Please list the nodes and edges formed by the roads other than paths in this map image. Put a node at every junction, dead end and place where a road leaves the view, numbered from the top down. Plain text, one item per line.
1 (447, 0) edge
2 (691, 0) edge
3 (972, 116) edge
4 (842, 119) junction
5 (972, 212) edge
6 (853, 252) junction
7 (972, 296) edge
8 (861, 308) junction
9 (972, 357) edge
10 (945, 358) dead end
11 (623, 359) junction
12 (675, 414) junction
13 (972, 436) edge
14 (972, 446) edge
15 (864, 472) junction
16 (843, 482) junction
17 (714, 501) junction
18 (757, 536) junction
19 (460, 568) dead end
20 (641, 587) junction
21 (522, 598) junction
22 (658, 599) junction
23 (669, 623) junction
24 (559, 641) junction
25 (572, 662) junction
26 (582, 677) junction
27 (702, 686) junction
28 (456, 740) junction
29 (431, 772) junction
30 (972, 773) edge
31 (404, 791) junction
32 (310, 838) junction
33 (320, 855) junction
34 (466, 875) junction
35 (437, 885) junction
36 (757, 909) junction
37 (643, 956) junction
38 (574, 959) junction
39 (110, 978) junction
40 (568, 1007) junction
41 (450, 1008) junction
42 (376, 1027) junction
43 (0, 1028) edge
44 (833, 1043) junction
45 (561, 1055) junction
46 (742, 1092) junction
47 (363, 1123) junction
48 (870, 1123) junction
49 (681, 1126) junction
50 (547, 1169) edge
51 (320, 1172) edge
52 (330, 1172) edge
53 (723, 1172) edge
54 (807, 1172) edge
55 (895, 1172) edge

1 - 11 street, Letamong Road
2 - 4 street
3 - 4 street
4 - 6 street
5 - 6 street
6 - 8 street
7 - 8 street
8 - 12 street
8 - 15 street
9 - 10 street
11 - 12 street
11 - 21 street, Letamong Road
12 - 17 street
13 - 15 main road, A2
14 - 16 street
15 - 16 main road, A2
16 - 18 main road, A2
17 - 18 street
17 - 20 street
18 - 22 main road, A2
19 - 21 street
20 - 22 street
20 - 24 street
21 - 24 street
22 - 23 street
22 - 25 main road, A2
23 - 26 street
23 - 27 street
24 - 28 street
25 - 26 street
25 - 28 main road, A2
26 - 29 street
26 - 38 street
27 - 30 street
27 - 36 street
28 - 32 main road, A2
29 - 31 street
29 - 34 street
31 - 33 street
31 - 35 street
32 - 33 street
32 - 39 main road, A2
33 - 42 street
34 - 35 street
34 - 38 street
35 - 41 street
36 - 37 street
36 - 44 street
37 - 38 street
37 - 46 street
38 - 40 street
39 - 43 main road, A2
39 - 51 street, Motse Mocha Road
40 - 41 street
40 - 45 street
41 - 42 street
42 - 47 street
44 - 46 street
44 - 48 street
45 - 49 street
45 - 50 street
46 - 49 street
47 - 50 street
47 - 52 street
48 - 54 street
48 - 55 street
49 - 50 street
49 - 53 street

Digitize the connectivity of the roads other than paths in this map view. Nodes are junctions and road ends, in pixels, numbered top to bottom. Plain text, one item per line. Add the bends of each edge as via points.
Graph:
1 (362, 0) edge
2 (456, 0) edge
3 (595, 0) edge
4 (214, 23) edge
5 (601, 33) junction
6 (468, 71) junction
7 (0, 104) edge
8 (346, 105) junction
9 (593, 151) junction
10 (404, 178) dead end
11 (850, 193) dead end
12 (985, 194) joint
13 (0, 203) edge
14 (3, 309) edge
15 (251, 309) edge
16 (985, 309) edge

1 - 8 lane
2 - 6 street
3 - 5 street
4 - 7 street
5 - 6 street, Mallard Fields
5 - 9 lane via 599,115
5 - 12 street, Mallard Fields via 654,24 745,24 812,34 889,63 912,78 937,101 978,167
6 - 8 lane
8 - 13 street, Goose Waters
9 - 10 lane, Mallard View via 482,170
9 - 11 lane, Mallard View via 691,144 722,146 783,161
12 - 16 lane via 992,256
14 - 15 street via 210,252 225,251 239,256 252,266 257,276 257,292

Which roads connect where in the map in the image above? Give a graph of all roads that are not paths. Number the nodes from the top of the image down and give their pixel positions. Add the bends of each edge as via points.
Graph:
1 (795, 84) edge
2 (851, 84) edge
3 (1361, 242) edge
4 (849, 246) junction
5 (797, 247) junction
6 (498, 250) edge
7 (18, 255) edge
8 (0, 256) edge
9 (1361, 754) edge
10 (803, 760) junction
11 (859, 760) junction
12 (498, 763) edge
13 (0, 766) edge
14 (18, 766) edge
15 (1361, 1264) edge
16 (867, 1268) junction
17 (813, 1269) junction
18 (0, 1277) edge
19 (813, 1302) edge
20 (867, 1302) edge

☆ ☆ ☆ ☆

[ACTION ITEM] Word for word, give back all of the records.

[YOUR RESPONSE]
Please list the nodes and edges formed by the roads other than paths in this map image. Put a node at every junction, dead end and place where a road leaves the view, numbered from the top down. Plain text, one item per line.
1 (447, 0) edge
2 (691, 0) edge
3 (972, 116) edge
4 (842, 119) junction
5 (972, 212) edge
6 (853, 252) junction
7 (972, 296) edge
8 (861, 308) junction
9 (972, 357) edge
10 (945, 358) dead end
11 (623, 359) junction
12 (675, 414) junction
13 (972, 436) edge
14 (972, 446) edge
15 (864, 472) junction
16 (843, 482) junction
17 (714, 501) junction
18 (757, 536) junction
19 (460, 568) dead end
20 (641, 587) junction
21 (522, 598) junction
22 (658, 599) junction
23 (669, 623) junction
24 (559, 641) junction
25 (572, 662) junction
26 (582, 677) junction
27 (702, 686) junction
28 (456, 740) junction
29 (431, 772) junction
30 (972, 773) edge
31 (404, 791) junction
32 (310, 838) junction
33 (320, 855) junction
34 (466, 875) junction
35 (437, 885) junction
36 (757, 909) junction
37 (643, 956) junction
38 (574, 959) junction
39 (110, 978) junction
40 (568, 1007) junction
41 (450, 1008) junction
42 (376, 1027) junction
43 (0, 1028) edge
44 (833, 1043) junction
45 (561, 1055) junction
46 (742, 1092) junction
47 (363, 1123) junction
48 (870, 1123) junction
49 (681, 1126) junction
50 (547, 1169) edge
51 (320, 1172) edge
52 (330, 1172) edge
53 (723, 1172) edge
54 (807, 1172) edge
55 (895, 1172) edge

1 - 11 street, Letamong Road
2 - 4 street
3 - 4 street
4 - 6 street
5 - 6 street
6 - 8 street
7 - 8 street
8 - 12 street
8 - 15 street
9 - 10 street
11 - 12 street
11 - 21 street, Letamong Road
12 - 17 street
13 - 15 main road, A2
14 - 16 street
15 - 16 main road, A2
16 - 18 main road, A2
17 - 18 street
17 - 20 street
18 - 22 main road, A2
19 - 21 street
20 - 22 street
20 - 24 street
21 - 24 street
22 - 23 street
22 - 25 main road, A2
23 - 26 street
23 - 27 street
24 - 28 street
25 - 26 street
25 - 28 main road, A2
26 - 29 street
26 - 38 street
27 - 30 street
27 - 36 street
28 - 32 main road, A2
29 - 31 street
29 - 34 street
31 - 33 street
31 - 35 street
32 - 33 street
32 - 39 main road, A2
33 - 42 street
34 - 35 street
34 - 38 street
35 - 41 street
36 - 37 street
36 - 44 street
37 - 38 street
37 - 46 street
38 - 40 street
39 - 43 main road, A2
39 - 51 street, Motse Mocha Road
40 - 41 street
40 - 45 street
41 - 42 street
42 - 47 street
44 - 46 street
44 - 48 street
45 - 49 street
45 - 50 street
46 - 49 street
47 - 50 street
47 - 52 street
48 - 54 street
48 - 55 street
49 - 50 street
49 - 53 street

Digitize the connectivity of the roads other than paths in this map view. Nodes are junctions and road ends, in pixels, numbered top to bottom. Plain text, one item per line. Add the bends of each edge as via points.
Graph:
1 (362, 0) edge
2 (456, 0) edge
3 (595, 0) edge
4 (214, 23) edge
5 (601, 33) junction
6 (468, 71) junction
7 (0, 104) edge
8 (346, 105) junction
9 (593, 151) junction
10 (404, 178) dead end
11 (850, 193) dead end
12 (985, 194) joint
13 (0, 203) edge
14 (3, 309) edge
15 (251, 309) edge
16 (985, 309) edge

1 - 8 lane
2 - 6 street
3 - 5 street
4 - 7 street
5 - 6 street, Mallard Fields
5 - 9 lane via 599,115
5 - 12 street, Mallard Fields via 654,24 745,24 812,34 889,63 912,78 937,101 978,167
6 - 8 lane
8 - 13 street, Goose Waters
9 - 10 lane, Mallard View via 482,170
9 - 11 lane, Mallard View via 691,144 722,146 783,161
12 - 16 lane via 992,256
14 - 15 street via 210,252 225,251 239,256 252,266 257,276 257,292

Which roads connect where in the map in the image above? Give a graph of all roads that are not paths. Number the nodes from the top of the image down and give their pixel positions. Add the bends of each edge as via points.
Graph:
1 (795, 84) edge
2 (851, 84) edge
3 (1361, 242) edge
4 (849, 246) junction
5 (797, 247) junction
6 (498, 250) edge
7 (18, 255) edge
8 (0, 256) edge
9 (1361, 754) edge
10 (803, 760) junction
11 (859, 760) junction
12 (498, 763) edge
13 (0, 766) edge
14 (18, 766) edge
15 (1361, 1264) edge
16 (867, 1268) junction
17 (813, 1269) junction
18 (0, 1277) edge
19 (813, 1302) edge
20 (867, 1302) edge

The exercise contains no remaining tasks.